_Your objective_. Leaving out all images, write out the records that follow exactly.

_Saved data entries_.

# # # # # # #

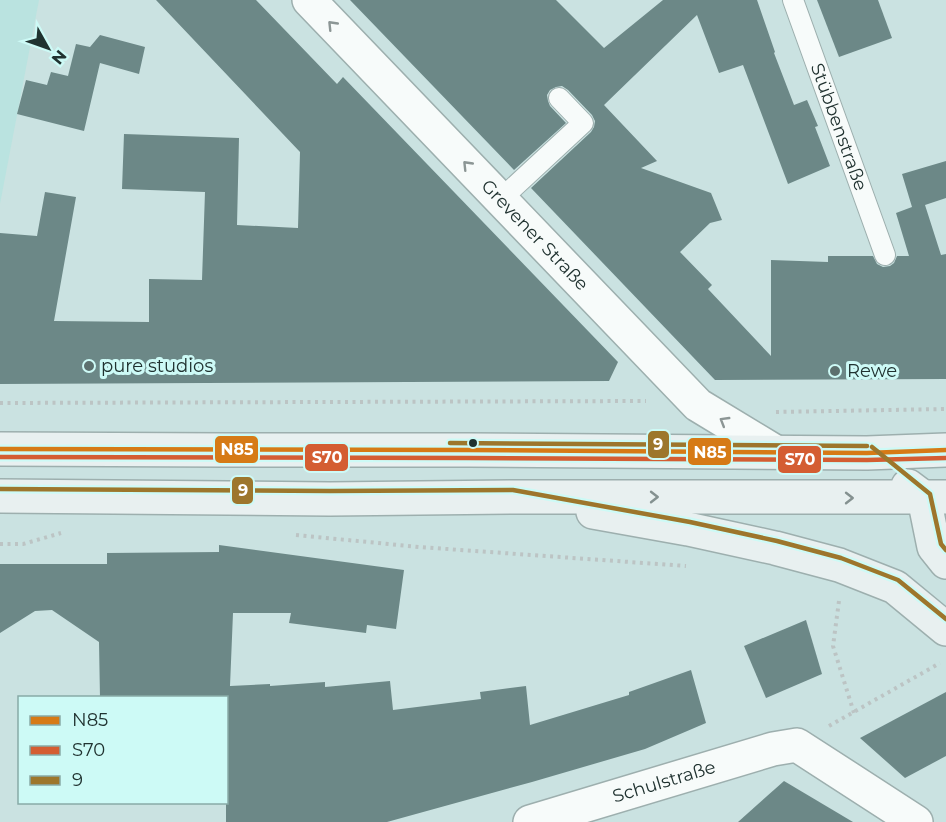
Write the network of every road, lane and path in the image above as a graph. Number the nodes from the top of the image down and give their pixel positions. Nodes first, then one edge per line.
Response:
1 (309, 0) edge
2 (793, 0) edge
3 (559, 98) dead end
4 (500, 200) junction
5 (885, 255) dead end
6 (0, 403) edge
7 (698, 405) junction
8 (946, 409) edge
9 (774, 412) dead end
10 (0, 449) edge
11 (946, 450) edge
12 (774, 452) junction
13 (867, 453) junction
14 (0, 496) edge
15 (512, 497) junction
16 (935, 498) edge
17 (66, 531) dead end
18 (296, 535) dead end
19 (0, 544) edge
20 (946, 562) edge
21 (696, 566) dead end
22 (841, 591) dead end
23 (946, 629) edge
24 (946, 660) edge
25 (854, 712) junction
26 (797, 745) junction
27 (530, 822) edge
28 (916, 822) edge

4 -> 1 street, Grevener Straße
2 - 5 lane, Stübbenstraße
3 - 4 lane
4 - 7 street, Grevener Straße
6 - 7 path
12 -> 7 street, Grevener Straße
8 - 9 path
10 - 12 main road
11 - 13 main road
12 - 13 main road
13 - 16 main road
14 - 15 main road
15 -> 16 main road
15 - 23 main road
16 - 20 main road
17 - 19 path
18 - 21 path
22 - 25 path
24 - 25 path
25 - 26 path
26 - 27 street, Schulstraße
26 - 28 street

# # # # # # #

_Worked solution_.
Write the network of every road, lane and path in the image above as a graph. Number the nodes from the top of the image down and give their pixel positions. Nodes first, then one edge per line.
Response:
1 (309, 0) edge
2 (793, 0) edge
3 (559, 98) dead end
4 (500, 200) junction
5 (885, 255) dead end
6 (0, 403) edge
7 (698, 405) junction
8 (946, 409) edge
9 (774, 412) dead end
10 (0, 449) edge
11 (946, 450) edge
12 (774, 452) junction
13 (867, 453) junction
14 (0, 496) edge
15 (512, 497) junction
16 (935, 498) edge
17 (66, 531) dead end
18 (296, 535) dead end
19 (0, 544) edge
20 (946, 562) edge
21 (696, 566) dead end
22 (841, 591) dead end
23 (946, 629) edge
24 (946, 660) edge
25 (854, 712) junction
26 (797, 745) junction
27 (530, 822) edge
28 (916, 822) edge

4 -> 1 street, Grevener Straße
2 - 5 lane, Stübbenstraße
3 - 4 lane
4 - 7 street, Grevener Straße
6 - 7 path
12 -> 7 street, Grevener Straße
8 - 9 path
10 - 12 main road
11 - 13 main road
12 - 13 main road
13 - 16 main road
14 - 15 main road
15 -> 16 main road
15 - 23 main road
16 - 20 main road
17 - 19 path
18 - 21 path
22 - 25 path
24 - 25 path
25 - 26 path
26 - 27 street, Schulstraße
26 - 28 street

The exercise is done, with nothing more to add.